Tiger Woods confident, comedic as he preps for Waste Management Phoenix Open
SCOTTSDALE, Ariz. — Despite a flu-caused weight loss, a freak accident that caused two broken teeth and a change in swing coaches, it’s hard to imagine Tiger Woods being more upbeat heading into the 2015 Waste Management Phoenix Open.
Woods was cracking jokes after going through a partial practice round at the TPC Scottsdale Course on Tuesday, but he was also sounding confident as he makes a return following a wild few months. It will be his first appearance in this tournament since 2001.
"It’s great to be back," Woods said after a practice round at the TPC Scottsdale course. "The golf course right now is in fantastic shape. It’s springy. The greens have definitely got a little spring to them but they’re not overly quick, which is nice."

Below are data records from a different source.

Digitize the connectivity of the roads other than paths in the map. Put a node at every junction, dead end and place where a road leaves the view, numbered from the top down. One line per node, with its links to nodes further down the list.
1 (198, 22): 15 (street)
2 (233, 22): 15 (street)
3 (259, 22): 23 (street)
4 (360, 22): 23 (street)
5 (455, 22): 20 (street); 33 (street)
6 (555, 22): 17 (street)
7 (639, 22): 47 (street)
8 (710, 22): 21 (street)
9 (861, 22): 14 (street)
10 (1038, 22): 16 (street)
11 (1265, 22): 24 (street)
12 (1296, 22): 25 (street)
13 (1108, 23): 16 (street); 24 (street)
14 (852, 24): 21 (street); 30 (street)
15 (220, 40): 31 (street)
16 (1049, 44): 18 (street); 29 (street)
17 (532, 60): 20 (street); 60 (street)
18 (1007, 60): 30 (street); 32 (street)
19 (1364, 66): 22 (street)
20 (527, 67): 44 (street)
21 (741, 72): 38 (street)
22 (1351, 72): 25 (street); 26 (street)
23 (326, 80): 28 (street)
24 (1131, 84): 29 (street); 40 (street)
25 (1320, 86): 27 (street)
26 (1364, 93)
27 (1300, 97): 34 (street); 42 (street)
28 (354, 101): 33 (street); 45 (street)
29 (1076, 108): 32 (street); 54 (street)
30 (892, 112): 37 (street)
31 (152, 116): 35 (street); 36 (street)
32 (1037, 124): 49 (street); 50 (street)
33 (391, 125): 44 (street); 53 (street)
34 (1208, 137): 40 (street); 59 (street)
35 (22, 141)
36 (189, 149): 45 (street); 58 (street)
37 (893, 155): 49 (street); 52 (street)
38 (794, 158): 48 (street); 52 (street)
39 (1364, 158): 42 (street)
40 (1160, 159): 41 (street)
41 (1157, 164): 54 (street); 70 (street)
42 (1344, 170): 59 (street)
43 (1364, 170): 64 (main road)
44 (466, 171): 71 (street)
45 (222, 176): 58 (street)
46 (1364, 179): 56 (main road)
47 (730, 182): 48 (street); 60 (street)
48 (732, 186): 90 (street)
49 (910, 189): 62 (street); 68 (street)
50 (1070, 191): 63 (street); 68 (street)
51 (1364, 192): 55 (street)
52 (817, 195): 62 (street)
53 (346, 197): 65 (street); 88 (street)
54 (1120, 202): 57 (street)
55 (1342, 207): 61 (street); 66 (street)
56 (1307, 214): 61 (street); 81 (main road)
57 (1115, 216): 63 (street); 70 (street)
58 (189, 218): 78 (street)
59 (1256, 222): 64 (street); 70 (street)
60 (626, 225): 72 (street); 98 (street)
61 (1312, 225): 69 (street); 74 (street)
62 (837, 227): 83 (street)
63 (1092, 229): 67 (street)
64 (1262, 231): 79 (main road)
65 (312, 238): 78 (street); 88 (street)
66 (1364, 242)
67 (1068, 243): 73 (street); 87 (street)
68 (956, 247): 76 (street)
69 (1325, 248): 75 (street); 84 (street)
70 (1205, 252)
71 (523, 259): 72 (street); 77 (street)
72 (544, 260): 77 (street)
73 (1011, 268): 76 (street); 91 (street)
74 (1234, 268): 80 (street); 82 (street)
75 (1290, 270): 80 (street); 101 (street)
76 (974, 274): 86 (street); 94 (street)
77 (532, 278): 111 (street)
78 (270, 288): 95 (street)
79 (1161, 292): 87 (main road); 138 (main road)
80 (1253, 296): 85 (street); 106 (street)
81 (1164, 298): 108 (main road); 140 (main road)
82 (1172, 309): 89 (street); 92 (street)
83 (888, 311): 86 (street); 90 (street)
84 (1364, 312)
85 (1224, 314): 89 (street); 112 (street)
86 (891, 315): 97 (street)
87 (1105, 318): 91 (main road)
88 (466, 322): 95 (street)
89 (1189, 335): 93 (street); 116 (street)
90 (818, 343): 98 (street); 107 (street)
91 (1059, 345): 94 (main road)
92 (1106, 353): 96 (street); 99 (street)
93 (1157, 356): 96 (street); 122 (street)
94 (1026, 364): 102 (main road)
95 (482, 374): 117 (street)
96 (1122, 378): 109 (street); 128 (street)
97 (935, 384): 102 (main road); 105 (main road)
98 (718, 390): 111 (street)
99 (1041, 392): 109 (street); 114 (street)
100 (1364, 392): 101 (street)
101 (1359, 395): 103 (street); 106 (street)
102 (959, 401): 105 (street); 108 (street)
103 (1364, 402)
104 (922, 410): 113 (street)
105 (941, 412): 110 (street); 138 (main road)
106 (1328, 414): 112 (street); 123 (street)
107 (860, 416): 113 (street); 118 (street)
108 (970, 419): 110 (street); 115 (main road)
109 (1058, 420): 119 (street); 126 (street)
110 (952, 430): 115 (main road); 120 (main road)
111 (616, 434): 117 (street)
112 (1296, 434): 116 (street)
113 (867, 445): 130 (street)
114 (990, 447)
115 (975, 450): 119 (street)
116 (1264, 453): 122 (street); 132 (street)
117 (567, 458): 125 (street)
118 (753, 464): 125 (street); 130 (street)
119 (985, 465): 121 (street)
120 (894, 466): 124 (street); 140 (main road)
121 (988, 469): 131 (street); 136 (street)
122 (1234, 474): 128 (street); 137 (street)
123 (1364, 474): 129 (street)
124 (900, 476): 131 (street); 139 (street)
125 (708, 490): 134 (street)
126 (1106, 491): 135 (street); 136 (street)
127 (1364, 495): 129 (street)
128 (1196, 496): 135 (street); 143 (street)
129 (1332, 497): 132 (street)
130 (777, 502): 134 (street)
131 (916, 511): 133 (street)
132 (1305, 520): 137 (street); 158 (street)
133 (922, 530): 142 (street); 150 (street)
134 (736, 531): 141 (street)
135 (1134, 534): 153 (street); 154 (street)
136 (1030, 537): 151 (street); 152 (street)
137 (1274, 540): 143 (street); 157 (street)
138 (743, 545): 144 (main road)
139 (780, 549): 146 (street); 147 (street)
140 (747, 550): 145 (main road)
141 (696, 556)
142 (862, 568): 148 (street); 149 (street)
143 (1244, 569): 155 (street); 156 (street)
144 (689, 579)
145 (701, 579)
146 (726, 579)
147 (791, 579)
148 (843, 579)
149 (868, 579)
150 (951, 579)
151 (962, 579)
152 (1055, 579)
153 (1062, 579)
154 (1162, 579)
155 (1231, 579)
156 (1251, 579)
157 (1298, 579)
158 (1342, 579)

Woods last played at the Hero World Challenge in December, where he finished 17th out of 18 golfers. He was struggling through a flu and the transition in his new swing under new swing coach Chris Como, who Woods began working with in November.
Woods says expects good things on a course that favors long hitters.
"My driving has come around a lot faster," Woods said. "I’m a lot longer than I thought I ever could be again. My speed is way back up, and that’s fun. I’m touching numbers that I did 15 years ago, so that’s cool."
As for his in-between game, Woods added that he’s worked out the kinks. Back in December, he said he was "caught between swings."
"We had to basically get thousands upon thousands upon thousands of chips, just to get out of there," he added.
Oh, and a return to TPC Scottsdale is bringing back some good memories, even if he admits security concerns did play a part in his hiatus from the Phoenix Open.
Woods hadn’t played the 16th hole yet, and though it’s been nearly 20 years since one of his most famous shots, he didn’t have any trouble recalling his hole-in-one at the infamously rowdy hole back in 1997.
He remembers nearly breaking the hand of caddie Mike "Fluff" Cowan during a hand shake after he saw his shot bounce in. Along with his usual fist pumps, he remembers doing the "raising the roof" celebration.
"You know, that was the thing in the day," Woods said. "Then on top of that, just smelling and hearing the beer hit behind me on the tee box. It was a different, obviously a different setup then. Turn around and see all this beer flying was crazy."
The most recent debacle Woods found himself in was a bizarre tooth injury that occurred in January, when he was attending a World Cup ski race to watch girlfriend Lindsey Vonn.
Vonn had finished up a race, and Woods walked to the media area as photographers and videographers tried to grab their shots.
"I had my mask on so no one knew who I was, trying to blend in, ’cause there’s not a lot of brown dudes at ski races, OK?" Woods joked. "All the camera guys were below me, on their knees or standing or getting on the ground, moving all around, trying to get a picture."
One maneuvering camera caught Woods in the mouth, chipping one tooth and cracking another. Woods couldn’t eat or drink — even breathing hurt until he flew home and had the repairs done.
A picture of Woods with a skull-faced skill mask pulled below his chipped tooth didn’t come without doubters about how the injury occured — and it didn’t help when race organizers said the event didn’t happen.
Pressed about the ski mask with a skull on it, Woods revealed more of his relaxed nature.
"You play Ghost Recon?" he said of the popular video game as the reporter shook her head. "Kay, then you don’t know."
A second memorable moment from Woods’ TPC Scottsdale exploits came in 1999, when he recruited enough members of the gallery to move a boulder that inconveniently blocked his shot on the par-5, 13th hole.
Moveable objects are fair game to be cleared out, but this was a questionable case. It was a hefty rock.
"I thought I could move it," Woods said. "Evidently it took about like five other dudes to do it. And then here’s the thing about that that’s kind of funny, is that they moved it the wrong way. They moved it in the direction which I didn’t want to have it moved.
"So that means I had to start the ball off to the right, because I hit the ball in the right bunker, so hitting up the left. But I wasn’t going to have them go back in there in the cactus and move it back the other way."
With his driving game coming along well, Woods says he’ll need to learn the springy-but-not-fast greens a little better.
"I need to do some work to try to overcome the mental hurdle to make sure I can hit the putts hard, even though I know coming into the greens I have to throw the ball straight up in the air, play for a big hop, chips, play for two big hops before the ball starts thinking about stopping," he said.
Woods will work on that tomorrow, when he’ll also make his return to the 16th hole.